岩崎貞明/放送レポート編集長/教育基本法関連報道に思う /06/12/01    


教育基本法関連報道に思う

岩崎 貞明(放送レポート編集長)

テレビでは「中学生がいじめで自殺」や「高校の未履修・単位不足」など、教育をめ
ぐるニュースは決して少なくない。しかし、安倍首相が「今国会の最重要法案」とし
ている教育基本法改定をめぐるニュースは、ほとんどまったく扱われていない。いま
や教育基本法の改定案は衆議院では野党欠席のまま採決が行われ、今国会で成立の勢
いだとされる。しかし、テレビの報道を見ている限りでは、どのような審議が展開さ
れているのか、またなぜそのように法改正を急ぐのか、わからない点が数多く残され
たままだ。

その少ない中で、

 

 

 

 

TBSの奮闘は目に付いた。夕方の「イブニング5」や夜の「筑紫哲也NEWS23」で、改定案の問題点やタウンミーティングのやらせ問題などについて、努力して報じていた。

 

 

 

 

 

また、関口宏の「サンデーモーニング」でも、改定案の問題点をたびたび指摘していたのも評価したい。

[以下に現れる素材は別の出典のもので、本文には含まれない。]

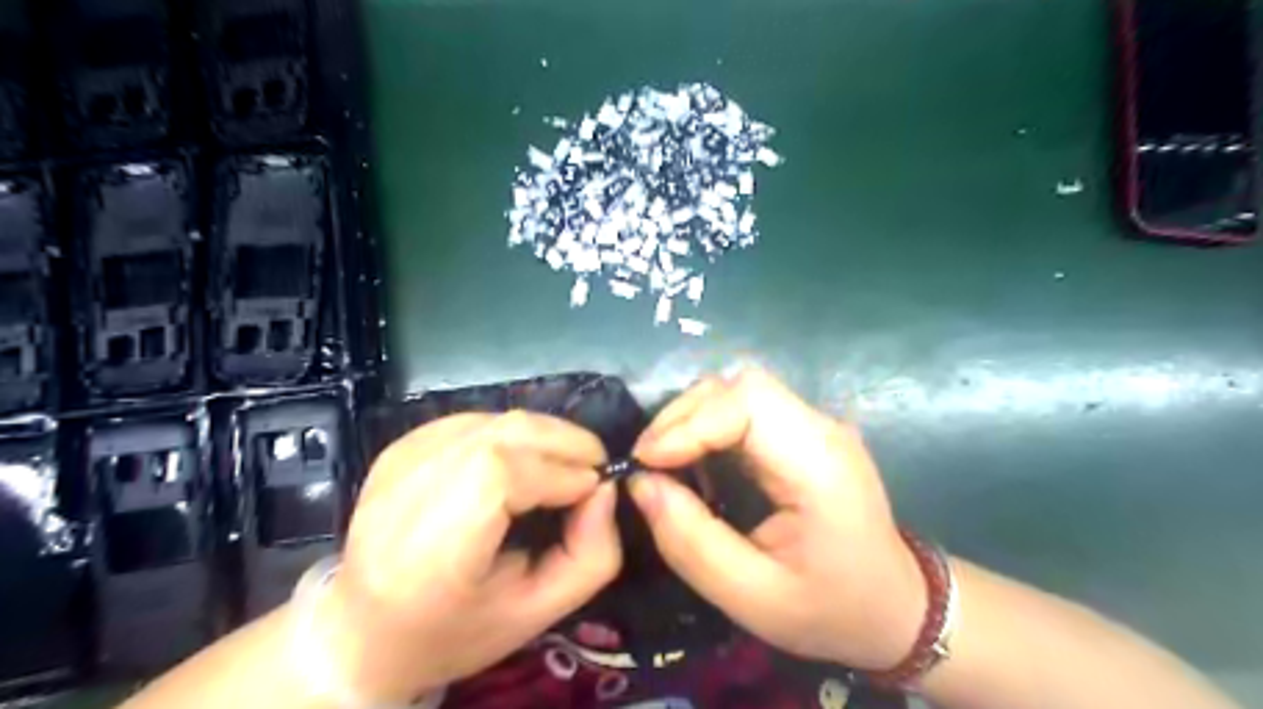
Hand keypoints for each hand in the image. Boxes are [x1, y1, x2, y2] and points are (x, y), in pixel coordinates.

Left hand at [307, 413, 620, 700]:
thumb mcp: (535, 614)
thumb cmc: (454, 632)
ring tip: (564, 464)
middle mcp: (405, 491)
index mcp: (430, 551)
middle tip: (592, 465)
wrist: (363, 630)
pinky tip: (522, 461)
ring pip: (493, 420)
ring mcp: (399, 461)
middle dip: (563, 440)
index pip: (502, 475)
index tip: (594, 488)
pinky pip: (475, 421)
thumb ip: (589, 556)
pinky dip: (513, 433)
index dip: (559, 471)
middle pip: (501, 433)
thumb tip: (604, 489)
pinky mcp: (401, 447)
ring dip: (543, 434)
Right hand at [626, 368, 925, 673]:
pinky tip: (693, 458)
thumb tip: (640, 484)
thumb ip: (691, 542)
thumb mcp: (753, 598)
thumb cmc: (831, 610)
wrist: (897, 607)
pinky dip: (709, 425)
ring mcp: (816, 426)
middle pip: (741, 386)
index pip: (748, 402)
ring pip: (740, 390)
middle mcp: (821, 429)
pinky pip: (747, 409)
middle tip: (648, 461)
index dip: (689, 423)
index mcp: (819, 464)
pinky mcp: (804, 433)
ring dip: (693, 417)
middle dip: (684, 415)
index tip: (647, 462)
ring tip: (662, 460)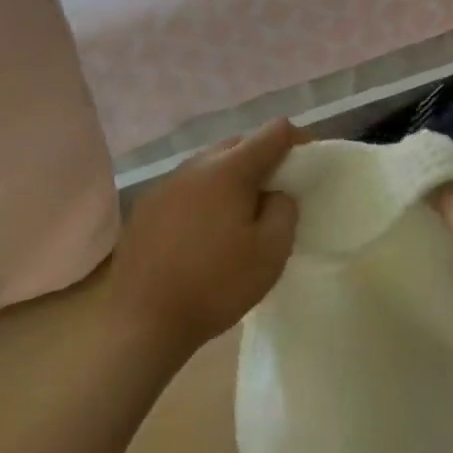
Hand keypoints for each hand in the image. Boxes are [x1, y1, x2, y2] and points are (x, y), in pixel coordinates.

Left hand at [110, 120, 301, 357]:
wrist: (143, 320)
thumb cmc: (216, 284)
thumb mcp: (271, 251)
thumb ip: (284, 210)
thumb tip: (276, 194)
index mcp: (229, 170)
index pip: (274, 132)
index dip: (298, 140)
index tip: (309, 164)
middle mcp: (195, 166)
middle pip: (239, 143)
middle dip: (264, 157)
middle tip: (278, 190)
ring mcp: (166, 184)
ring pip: (210, 164)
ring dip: (232, 175)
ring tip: (242, 210)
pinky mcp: (146, 207)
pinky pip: (187, 186)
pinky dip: (206, 194)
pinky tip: (207, 228)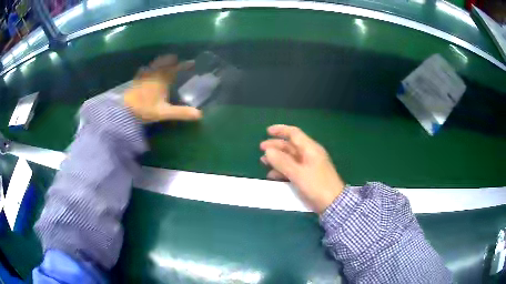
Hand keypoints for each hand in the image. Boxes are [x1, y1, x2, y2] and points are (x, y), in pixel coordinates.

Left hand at [124, 54, 201, 121]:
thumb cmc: (144, 109)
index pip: (176, 69)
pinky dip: (149, 68)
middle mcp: (154, 74)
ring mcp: (144, 76)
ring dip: (161, 61)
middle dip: (172, 60)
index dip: (185, 65)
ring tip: (165, 61)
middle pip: (165, 63)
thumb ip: (181, 112)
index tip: (192, 63)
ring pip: (155, 64)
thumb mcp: (164, 112)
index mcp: (162, 79)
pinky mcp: (137, 80)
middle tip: (177, 59)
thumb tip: (199, 114)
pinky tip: (147, 70)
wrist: (123, 110)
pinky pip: (145, 70)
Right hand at [260, 125, 344, 213]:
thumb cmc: (316, 186)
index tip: (267, 131)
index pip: (294, 134)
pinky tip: (272, 175)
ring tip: (263, 162)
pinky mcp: (307, 176)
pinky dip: (282, 170)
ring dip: (277, 159)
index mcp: (310, 149)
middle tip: (261, 148)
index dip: (281, 130)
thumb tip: (268, 151)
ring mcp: (309, 166)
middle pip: (290, 146)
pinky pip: (292, 169)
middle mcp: (309, 155)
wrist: (332, 203)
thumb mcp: (298, 174)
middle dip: (275, 146)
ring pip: (290, 158)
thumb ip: (282, 162)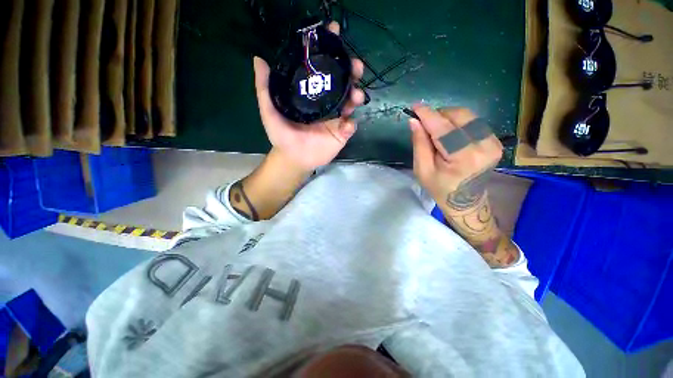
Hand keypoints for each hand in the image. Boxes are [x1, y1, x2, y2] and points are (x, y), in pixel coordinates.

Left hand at [253, 22, 365, 172]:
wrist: (293, 158)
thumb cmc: (281, 135)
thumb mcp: (269, 110)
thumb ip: (265, 88)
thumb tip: (259, 59)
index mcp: (311, 94)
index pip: (322, 69)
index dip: (329, 50)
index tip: (335, 33)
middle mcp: (326, 102)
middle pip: (343, 82)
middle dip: (351, 71)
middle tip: (356, 66)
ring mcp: (335, 118)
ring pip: (351, 102)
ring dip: (356, 95)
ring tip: (356, 95)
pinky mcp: (341, 133)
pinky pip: (350, 126)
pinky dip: (351, 124)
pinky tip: (347, 124)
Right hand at [409, 105, 502, 214]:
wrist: (466, 202)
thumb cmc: (440, 188)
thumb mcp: (423, 170)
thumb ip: (419, 144)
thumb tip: (414, 121)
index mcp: (463, 158)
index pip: (443, 128)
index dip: (428, 115)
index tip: (415, 106)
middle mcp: (484, 146)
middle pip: (458, 116)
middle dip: (438, 115)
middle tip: (425, 125)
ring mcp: (493, 142)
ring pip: (466, 115)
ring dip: (447, 118)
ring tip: (436, 132)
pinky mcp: (495, 140)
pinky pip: (473, 122)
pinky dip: (457, 123)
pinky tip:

ただ、いずれももう少し早い時期に放送されていれば、といううらみは残る。

日本のテレビニュースは全般的に「事件・事故」が占める割合が圧倒的に多い。最近この傾向はますます強くなっているように感じられる。これは、衝撃的な映像で視聴者の感覚に訴え、高視聴率を稼ごうとする傾向の現れだ。あらゆるニュースが、「数字が取れるかどうか」という基準で価値判断が行われる結果、法案審議のような「絵になりにくい」ニュースより、派手な映像をともなったニュースのほうが好まれるこ
とになる。

教育基本法案関連報道が非常に少ない理由について、あるキー局報道幹部に直裁に聞いてみた。するとしばし黙考の末、「現場記者の問題意識のなさ」ではないかという答えが返ってきた。多分に言い訳めいているところはあるが、この答えを受けて考えたことを二点ほど指摘したい。

 

ひとつは、文字どおり政治記者の取材能力の低下だ。小泉首相のときから一日二回、
立ったまま共同インタビューに応じる「ぶら下がり」取材が行われるようになった。
だが、インタビューのマイクを向けるのはほとんどが記者になったばかり、といった
感じの駆け出し政治記者たちで、彼らは事前に打ち合わせたとおりの質疑応答に終始
して、ろくに追加質問もしていない。これは、「総理番」は「特落ち」のない世界だ
から新人記者でよい、とする旧来の陋習の産物であり、記者クラブ制度の弊害のひと
つとも言えよう。

しかし、あえて若い記者たちを弁護すれば、自ら問題意識を育てることができないほ
ど、現場の若い記者たちは視聴率の「奴隷」のように、日夜こき使われている。自由
にモノを考え、発言することが困難な環境下では、まともな仕事はできない。それ
に、重要な場面で一国の総理に取材するのなら、それなりに経験を積んだ記者が当た
るべきではないだろうか。記者個人の資質もさることながら、組織ジャーナリズムの
真価が、いま問われているのではないかと思う。

もう一点は、私の質問に答えた某局幹部のように、報道の現場において、現状の取材
体制における問題点を曲がりなりにも自覚している人が少ないながらも存在している
ということだ。放送の内容を少しでもましなものにしていくためには、われわれのよ
うに放送局の外にいる者が、局の内部にいる良心的な層に働きかけて、ともに手を結
んでいく以外にないと思われる。放送を担う人々への厳しい批判も必要なのは言うま
でもないが、批判ばかりではまた聞く耳を持たれなくなる、というものだろう。放送
局の内部の人々には、外部の市民の声を積極的に聞く機会を作ってほしいと思うし、
外部のわれわれは、放送局の内部で努力している人たちに届くような声を発していく
必要があると思う。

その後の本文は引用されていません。